Data extracts:
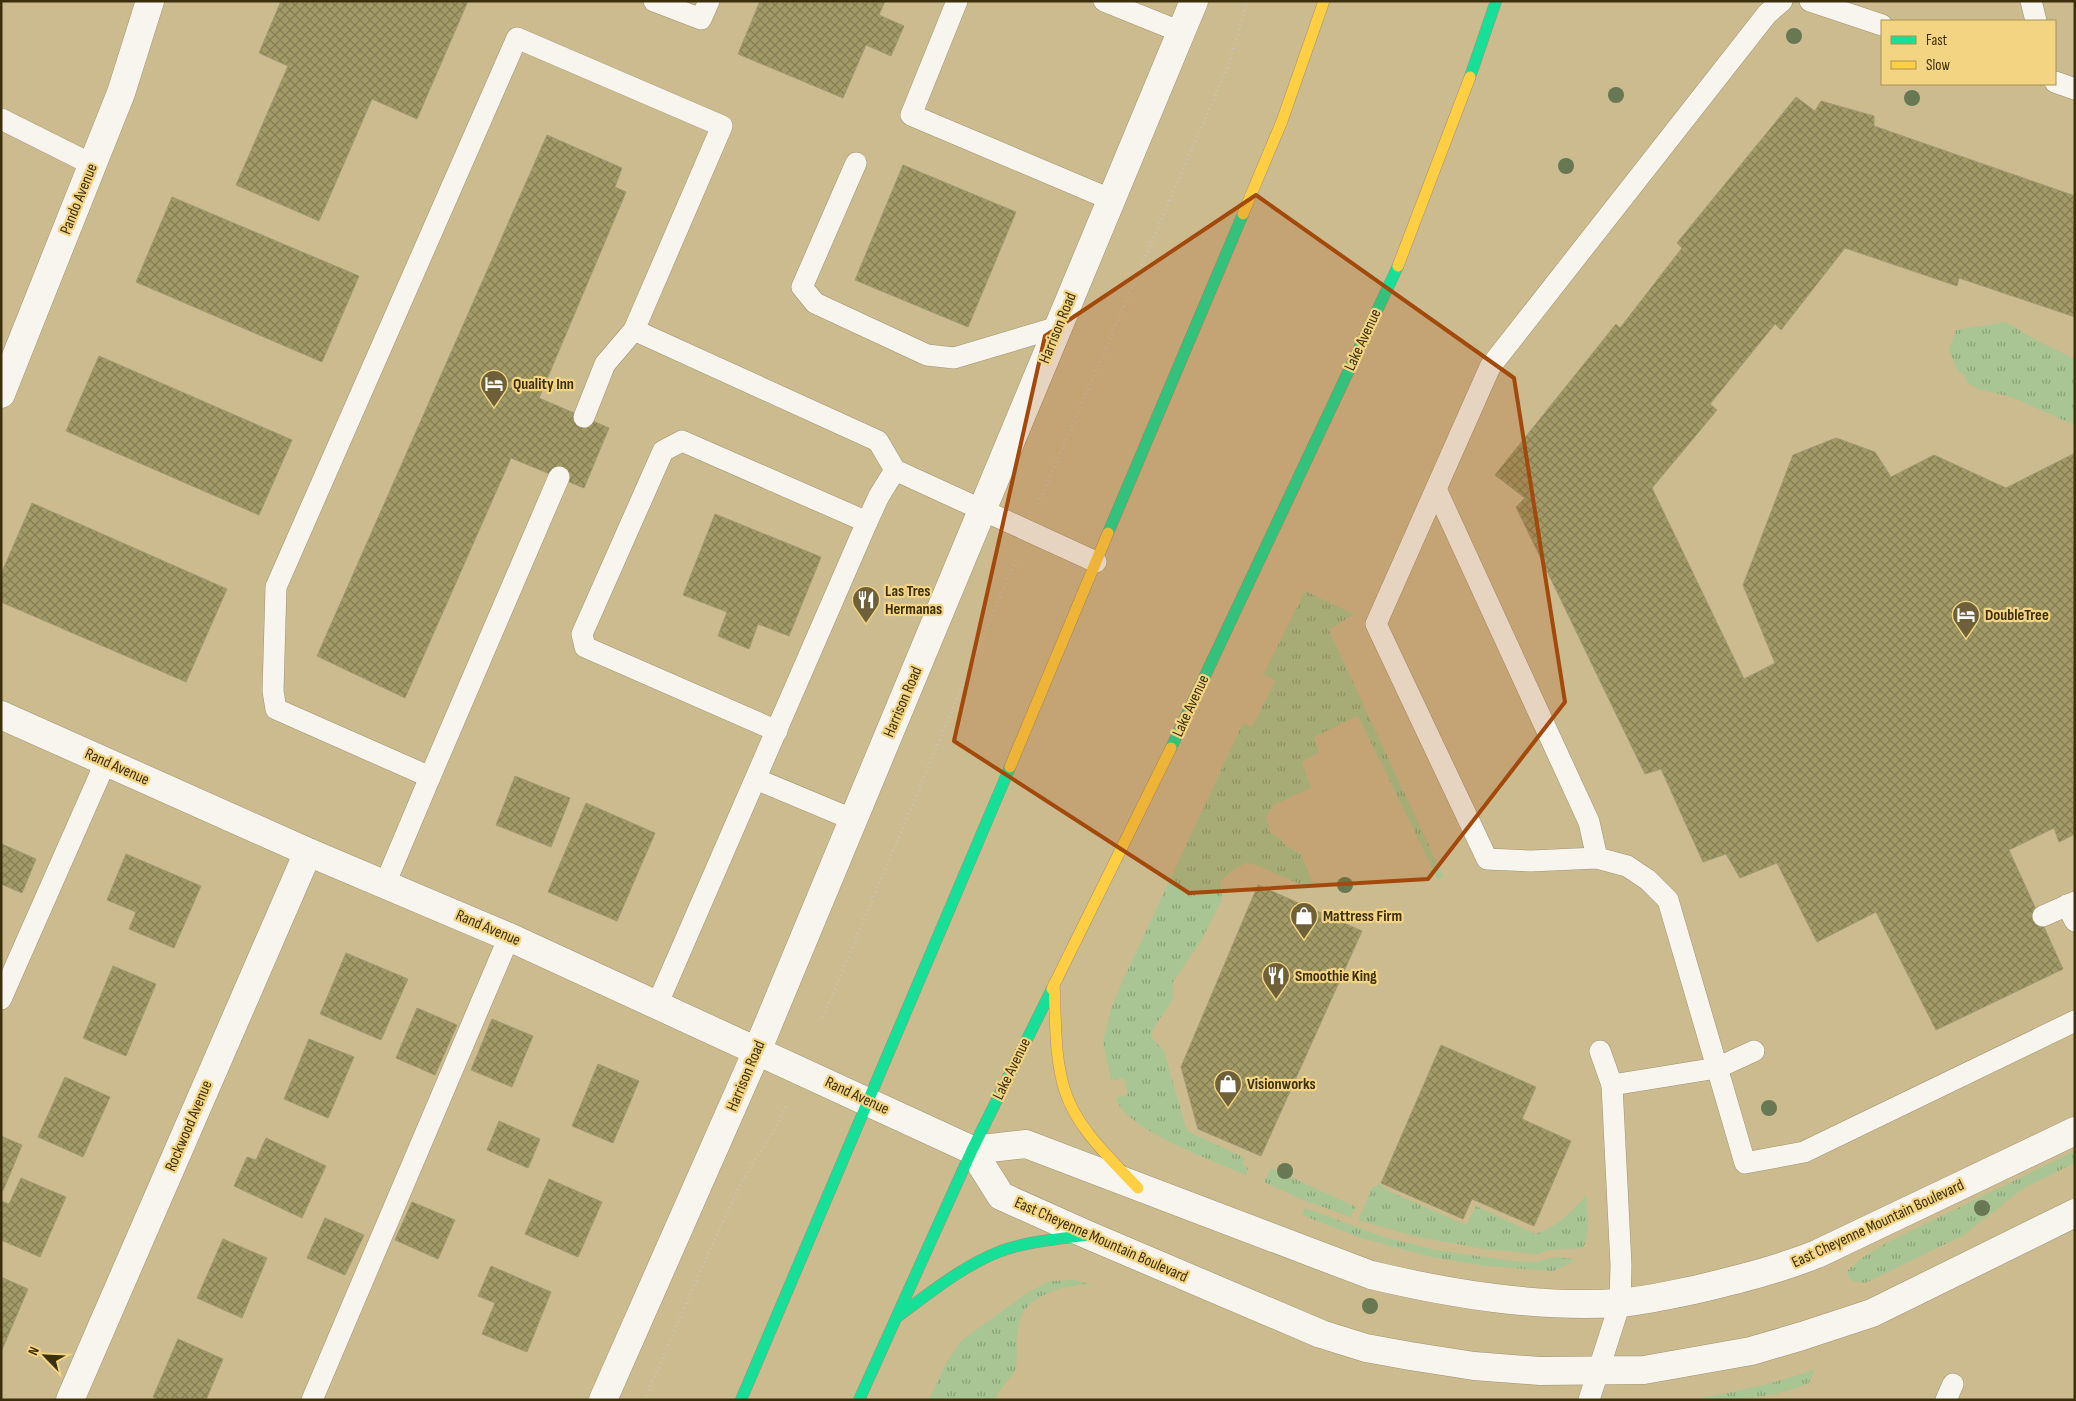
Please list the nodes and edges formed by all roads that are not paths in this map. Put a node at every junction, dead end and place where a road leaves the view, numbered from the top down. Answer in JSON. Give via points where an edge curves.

...

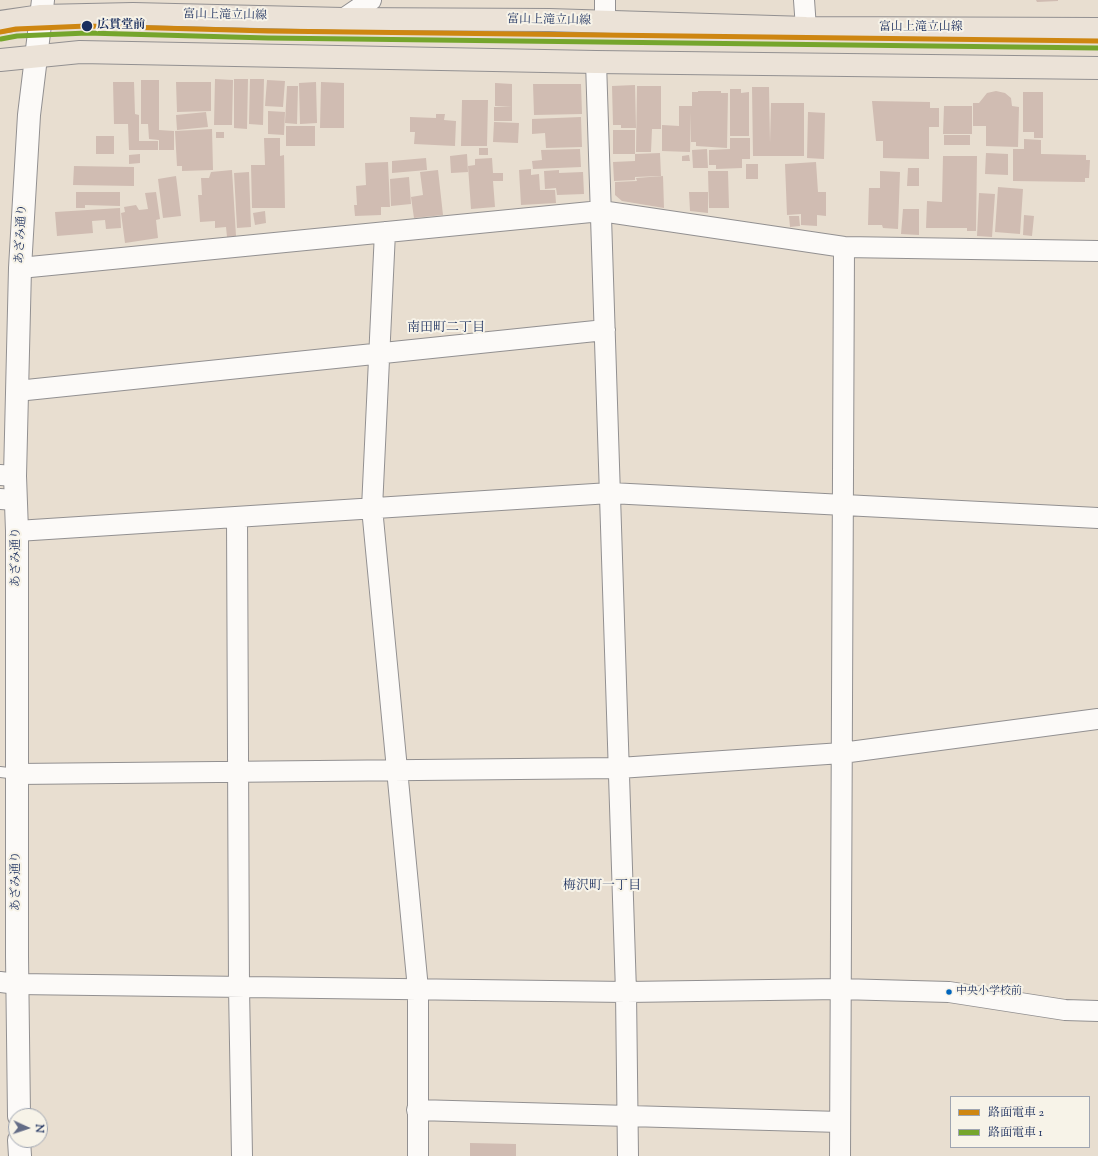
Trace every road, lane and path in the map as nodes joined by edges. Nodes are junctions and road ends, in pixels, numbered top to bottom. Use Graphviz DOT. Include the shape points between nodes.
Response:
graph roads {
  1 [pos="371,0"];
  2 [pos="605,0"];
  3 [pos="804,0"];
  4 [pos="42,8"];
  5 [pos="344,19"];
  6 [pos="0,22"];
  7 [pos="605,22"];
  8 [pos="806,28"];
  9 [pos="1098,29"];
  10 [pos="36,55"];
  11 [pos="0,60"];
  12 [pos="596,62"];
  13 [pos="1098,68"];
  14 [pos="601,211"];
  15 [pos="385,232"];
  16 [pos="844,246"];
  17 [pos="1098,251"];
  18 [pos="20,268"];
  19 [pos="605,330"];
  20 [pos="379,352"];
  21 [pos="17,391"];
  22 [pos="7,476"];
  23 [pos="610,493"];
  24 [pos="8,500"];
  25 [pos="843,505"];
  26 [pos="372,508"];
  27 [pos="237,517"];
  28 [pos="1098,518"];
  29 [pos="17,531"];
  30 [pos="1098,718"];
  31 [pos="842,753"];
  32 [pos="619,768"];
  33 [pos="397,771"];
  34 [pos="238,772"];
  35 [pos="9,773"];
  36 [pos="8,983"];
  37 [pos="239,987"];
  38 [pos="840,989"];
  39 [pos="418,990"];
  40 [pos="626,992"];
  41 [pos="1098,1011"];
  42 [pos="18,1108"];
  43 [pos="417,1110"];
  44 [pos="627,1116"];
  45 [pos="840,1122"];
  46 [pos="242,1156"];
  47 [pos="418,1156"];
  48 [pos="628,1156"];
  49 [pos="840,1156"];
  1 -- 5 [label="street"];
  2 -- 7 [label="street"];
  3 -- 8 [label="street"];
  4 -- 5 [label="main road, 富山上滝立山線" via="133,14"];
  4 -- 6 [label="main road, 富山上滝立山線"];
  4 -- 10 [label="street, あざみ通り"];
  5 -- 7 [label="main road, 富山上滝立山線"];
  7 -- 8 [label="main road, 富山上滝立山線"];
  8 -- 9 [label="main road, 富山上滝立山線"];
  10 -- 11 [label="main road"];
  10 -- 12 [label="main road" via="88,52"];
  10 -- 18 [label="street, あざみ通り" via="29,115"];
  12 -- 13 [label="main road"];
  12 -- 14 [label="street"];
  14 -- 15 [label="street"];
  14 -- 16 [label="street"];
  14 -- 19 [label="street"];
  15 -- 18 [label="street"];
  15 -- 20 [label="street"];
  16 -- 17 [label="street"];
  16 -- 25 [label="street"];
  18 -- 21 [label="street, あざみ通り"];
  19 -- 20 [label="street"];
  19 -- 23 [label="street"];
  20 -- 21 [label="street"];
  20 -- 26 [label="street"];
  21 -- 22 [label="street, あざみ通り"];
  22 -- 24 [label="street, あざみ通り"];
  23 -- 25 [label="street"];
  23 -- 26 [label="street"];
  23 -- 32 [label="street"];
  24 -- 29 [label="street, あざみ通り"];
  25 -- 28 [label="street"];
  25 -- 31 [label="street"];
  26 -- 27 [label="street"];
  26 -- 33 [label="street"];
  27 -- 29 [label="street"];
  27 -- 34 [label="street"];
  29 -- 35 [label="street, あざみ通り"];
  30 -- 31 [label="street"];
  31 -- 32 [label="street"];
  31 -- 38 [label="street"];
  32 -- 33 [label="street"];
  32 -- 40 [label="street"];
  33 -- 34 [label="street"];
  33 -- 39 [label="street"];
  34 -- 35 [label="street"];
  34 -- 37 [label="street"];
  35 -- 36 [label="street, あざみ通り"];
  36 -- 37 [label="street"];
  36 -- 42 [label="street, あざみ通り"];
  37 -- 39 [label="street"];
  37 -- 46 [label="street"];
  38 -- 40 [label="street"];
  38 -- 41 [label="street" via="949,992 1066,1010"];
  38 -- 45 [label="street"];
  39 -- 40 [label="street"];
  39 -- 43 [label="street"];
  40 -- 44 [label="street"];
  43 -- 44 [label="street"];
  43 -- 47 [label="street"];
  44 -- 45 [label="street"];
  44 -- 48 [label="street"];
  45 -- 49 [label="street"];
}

Task brief: Where the word "edges" appears in a line of the data above, tally that line; then give the total and nothing more.

Answer below: 2